• _Exercise prompt_
Only lines with the word "dead" belong in the answer; copy them from the records below.

Stored items:
====================

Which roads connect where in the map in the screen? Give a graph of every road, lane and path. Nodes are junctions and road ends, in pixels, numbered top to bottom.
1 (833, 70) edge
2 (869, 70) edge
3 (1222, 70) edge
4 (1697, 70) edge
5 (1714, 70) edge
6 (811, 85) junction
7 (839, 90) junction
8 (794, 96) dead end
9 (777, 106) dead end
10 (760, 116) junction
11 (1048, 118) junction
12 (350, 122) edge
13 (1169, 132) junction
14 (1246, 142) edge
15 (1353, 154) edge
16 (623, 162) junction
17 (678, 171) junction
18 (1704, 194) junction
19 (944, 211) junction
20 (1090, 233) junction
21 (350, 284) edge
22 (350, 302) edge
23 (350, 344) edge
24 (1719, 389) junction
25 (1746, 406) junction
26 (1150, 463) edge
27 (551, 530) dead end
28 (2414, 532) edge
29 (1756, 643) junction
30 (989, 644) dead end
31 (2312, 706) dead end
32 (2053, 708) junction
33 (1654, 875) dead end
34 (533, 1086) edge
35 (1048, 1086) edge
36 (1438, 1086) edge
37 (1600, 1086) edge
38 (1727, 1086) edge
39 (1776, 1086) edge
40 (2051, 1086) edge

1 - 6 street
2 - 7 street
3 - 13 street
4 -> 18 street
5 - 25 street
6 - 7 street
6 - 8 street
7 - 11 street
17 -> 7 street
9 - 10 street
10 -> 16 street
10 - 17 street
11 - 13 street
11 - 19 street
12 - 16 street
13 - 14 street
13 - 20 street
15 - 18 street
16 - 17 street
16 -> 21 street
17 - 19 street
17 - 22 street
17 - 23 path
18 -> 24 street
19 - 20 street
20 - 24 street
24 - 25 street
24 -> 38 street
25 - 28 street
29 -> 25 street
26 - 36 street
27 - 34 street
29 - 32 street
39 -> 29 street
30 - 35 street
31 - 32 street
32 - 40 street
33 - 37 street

====================

• _Result for this task_
8 (794, 96) dead end
9 (777, 106) dead end
27 (551, 530) dead end
30 (989, 644) dead end
31 (2312, 706) dead end
33 (1654, 875) dead end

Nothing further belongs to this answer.